▶ _Source data_

--- START ---

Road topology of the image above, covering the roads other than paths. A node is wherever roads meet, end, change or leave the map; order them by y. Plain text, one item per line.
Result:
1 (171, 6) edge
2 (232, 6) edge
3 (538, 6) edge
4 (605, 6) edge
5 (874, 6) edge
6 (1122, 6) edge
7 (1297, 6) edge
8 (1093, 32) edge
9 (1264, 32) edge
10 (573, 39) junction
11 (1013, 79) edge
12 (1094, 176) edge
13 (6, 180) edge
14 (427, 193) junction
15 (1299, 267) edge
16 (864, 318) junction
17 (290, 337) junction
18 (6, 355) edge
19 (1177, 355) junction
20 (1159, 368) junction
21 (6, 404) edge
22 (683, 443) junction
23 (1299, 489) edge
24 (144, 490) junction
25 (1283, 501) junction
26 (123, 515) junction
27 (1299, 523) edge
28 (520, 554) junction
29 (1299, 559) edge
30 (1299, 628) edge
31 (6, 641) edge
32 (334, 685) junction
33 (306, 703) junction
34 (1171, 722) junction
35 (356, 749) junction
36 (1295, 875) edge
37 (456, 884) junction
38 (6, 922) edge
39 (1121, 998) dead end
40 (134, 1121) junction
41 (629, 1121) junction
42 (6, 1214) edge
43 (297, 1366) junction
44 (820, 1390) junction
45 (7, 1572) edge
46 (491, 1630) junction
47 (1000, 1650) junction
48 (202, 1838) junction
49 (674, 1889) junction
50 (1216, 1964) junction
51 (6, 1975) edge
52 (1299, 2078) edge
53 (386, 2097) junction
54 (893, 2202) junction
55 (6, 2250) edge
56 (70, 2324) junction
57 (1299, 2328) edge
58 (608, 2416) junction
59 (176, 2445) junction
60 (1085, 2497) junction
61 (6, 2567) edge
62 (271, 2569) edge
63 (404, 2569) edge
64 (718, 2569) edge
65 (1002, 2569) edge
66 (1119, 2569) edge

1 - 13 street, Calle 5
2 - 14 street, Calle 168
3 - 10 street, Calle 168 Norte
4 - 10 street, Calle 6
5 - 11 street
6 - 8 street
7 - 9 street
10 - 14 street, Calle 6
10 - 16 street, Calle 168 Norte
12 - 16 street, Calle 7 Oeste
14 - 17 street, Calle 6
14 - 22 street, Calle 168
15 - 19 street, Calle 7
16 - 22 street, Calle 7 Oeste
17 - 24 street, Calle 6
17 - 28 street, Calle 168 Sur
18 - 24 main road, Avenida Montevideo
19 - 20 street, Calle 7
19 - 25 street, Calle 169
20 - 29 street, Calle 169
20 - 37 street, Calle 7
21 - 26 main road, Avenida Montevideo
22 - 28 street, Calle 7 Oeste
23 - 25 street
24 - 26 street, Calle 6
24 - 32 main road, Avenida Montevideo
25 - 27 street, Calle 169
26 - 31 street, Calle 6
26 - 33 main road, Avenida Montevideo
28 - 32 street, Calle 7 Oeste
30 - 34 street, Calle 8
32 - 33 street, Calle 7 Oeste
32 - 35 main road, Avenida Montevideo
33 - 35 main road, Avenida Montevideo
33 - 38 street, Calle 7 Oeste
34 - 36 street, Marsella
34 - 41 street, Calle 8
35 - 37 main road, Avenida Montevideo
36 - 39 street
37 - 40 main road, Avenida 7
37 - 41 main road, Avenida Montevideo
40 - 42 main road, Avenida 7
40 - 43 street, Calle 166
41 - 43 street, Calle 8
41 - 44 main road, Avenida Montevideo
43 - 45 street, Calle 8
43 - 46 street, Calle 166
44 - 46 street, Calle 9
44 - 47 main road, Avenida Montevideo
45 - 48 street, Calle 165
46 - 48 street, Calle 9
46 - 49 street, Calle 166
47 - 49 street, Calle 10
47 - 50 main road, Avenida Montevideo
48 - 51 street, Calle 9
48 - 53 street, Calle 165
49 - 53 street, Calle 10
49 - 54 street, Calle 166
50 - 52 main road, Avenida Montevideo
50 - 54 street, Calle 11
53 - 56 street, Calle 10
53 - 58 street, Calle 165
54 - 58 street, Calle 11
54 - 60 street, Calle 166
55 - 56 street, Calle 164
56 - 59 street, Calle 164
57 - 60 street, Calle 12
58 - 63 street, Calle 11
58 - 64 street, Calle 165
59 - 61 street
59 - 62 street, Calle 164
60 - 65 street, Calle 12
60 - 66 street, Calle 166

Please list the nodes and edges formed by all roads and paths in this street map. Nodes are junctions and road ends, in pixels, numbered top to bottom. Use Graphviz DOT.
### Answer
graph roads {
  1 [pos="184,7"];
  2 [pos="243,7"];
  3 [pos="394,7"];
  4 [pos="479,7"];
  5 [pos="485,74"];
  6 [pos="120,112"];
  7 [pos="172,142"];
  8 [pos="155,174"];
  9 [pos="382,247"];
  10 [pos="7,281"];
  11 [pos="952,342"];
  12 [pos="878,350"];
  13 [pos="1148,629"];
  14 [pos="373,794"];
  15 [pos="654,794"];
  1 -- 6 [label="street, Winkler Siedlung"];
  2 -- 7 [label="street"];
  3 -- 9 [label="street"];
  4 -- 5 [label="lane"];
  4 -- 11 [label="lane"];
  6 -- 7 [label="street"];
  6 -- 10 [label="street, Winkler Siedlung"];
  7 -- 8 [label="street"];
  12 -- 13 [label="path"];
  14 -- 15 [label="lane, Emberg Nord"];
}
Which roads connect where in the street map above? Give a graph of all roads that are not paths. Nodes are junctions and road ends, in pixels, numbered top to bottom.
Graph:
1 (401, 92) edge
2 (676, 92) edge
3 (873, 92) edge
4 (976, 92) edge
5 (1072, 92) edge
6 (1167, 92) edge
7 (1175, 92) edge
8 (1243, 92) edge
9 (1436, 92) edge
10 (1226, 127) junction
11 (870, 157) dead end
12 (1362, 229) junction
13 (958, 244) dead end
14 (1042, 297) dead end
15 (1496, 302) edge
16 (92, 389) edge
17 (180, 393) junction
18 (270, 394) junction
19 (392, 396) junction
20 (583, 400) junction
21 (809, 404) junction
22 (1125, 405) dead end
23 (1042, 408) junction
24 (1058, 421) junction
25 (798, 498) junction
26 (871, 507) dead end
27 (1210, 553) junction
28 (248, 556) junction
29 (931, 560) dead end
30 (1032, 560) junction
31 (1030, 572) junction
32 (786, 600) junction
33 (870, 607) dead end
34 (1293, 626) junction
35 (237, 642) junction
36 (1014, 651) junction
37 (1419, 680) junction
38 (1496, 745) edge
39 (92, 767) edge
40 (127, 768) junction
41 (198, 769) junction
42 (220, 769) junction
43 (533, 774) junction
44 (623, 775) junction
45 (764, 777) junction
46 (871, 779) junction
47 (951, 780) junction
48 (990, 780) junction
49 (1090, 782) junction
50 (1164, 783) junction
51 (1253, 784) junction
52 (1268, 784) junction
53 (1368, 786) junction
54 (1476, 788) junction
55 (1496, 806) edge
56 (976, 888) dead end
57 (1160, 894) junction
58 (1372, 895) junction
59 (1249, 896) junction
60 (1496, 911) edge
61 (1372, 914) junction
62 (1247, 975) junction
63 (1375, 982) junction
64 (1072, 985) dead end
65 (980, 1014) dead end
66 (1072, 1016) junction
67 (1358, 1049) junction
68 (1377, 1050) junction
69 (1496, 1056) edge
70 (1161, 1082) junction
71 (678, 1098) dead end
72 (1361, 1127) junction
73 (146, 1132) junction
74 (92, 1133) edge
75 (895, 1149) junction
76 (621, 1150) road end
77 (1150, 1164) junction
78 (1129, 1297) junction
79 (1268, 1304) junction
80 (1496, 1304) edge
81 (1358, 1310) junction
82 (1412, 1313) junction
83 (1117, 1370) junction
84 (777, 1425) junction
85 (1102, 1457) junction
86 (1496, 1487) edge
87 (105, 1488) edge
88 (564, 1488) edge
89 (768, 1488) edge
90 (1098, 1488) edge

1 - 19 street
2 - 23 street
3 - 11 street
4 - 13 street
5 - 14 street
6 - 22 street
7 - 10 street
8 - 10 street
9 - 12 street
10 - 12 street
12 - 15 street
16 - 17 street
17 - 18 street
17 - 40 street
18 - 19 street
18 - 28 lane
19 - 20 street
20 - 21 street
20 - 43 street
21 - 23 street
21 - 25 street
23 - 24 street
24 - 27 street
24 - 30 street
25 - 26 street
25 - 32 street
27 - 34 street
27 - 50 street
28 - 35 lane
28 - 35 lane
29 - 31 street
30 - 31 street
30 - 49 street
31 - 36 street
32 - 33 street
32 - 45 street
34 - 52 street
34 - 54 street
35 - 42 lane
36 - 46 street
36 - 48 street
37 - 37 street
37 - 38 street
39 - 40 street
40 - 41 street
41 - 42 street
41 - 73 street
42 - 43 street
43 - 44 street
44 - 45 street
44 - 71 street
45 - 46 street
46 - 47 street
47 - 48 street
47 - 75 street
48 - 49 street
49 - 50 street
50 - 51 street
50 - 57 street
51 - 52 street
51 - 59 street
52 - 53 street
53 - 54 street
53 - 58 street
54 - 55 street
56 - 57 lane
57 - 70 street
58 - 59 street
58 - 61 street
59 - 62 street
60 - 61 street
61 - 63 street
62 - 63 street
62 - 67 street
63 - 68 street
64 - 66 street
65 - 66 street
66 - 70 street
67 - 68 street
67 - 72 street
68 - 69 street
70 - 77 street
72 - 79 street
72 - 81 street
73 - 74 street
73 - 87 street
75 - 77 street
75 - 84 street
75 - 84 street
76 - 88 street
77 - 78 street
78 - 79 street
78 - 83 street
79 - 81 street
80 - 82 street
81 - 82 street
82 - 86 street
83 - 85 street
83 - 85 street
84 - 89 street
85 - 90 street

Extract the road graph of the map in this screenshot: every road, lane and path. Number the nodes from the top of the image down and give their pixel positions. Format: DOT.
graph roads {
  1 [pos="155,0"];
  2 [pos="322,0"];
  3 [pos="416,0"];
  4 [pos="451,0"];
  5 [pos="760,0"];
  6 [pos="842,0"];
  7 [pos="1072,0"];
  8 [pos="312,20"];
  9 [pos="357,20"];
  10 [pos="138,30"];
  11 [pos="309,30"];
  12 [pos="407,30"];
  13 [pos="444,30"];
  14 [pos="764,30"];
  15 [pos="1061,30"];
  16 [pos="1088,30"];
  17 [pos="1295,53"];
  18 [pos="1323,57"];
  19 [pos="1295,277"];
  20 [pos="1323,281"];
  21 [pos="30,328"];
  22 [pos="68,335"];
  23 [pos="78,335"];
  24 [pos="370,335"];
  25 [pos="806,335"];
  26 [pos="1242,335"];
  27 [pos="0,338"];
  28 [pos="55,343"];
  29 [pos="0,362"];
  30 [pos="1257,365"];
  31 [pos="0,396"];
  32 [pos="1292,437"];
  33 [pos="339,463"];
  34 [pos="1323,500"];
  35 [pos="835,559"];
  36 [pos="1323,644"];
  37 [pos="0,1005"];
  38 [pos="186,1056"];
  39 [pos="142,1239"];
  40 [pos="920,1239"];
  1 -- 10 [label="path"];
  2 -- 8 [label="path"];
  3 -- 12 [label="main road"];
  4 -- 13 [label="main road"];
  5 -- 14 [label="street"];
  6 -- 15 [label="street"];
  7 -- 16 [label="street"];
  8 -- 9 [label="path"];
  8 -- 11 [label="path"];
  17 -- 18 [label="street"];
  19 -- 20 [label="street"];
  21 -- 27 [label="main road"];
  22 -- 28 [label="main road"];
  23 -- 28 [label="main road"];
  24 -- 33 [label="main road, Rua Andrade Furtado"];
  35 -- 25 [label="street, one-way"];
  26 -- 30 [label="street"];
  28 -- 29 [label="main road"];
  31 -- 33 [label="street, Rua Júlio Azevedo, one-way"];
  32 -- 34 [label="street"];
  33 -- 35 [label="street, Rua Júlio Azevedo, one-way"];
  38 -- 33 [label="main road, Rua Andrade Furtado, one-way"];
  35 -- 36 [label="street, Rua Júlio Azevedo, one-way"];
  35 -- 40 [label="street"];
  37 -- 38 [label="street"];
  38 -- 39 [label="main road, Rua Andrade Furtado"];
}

--- END ---

▶ _TASK OBJECTIVE_
Which lines of the records above hold the word "Montevideo"? Copy each of them.

▶ _RESULT FOR THIS EXERCISE_
18 - 24 main road, Avenida Montevideo
21 - 26 main road, Avenida Montevideo
24 - 32 main road, Avenida Montevideo
26 - 33 main road, Avenida Montevideo
32 - 35 main road, Avenida Montevideo
33 - 35 main road, Avenida Montevideo
35 - 37 main road, Avenida Montevideo
37 - 41 main road, Avenida Montevideo
41 - 44 main road, Avenida Montevideo
44 - 47 main road, Avenida Montevideo
47 - 50 main road, Avenida Montevideo
50 - 52 main road, Avenida Montevideo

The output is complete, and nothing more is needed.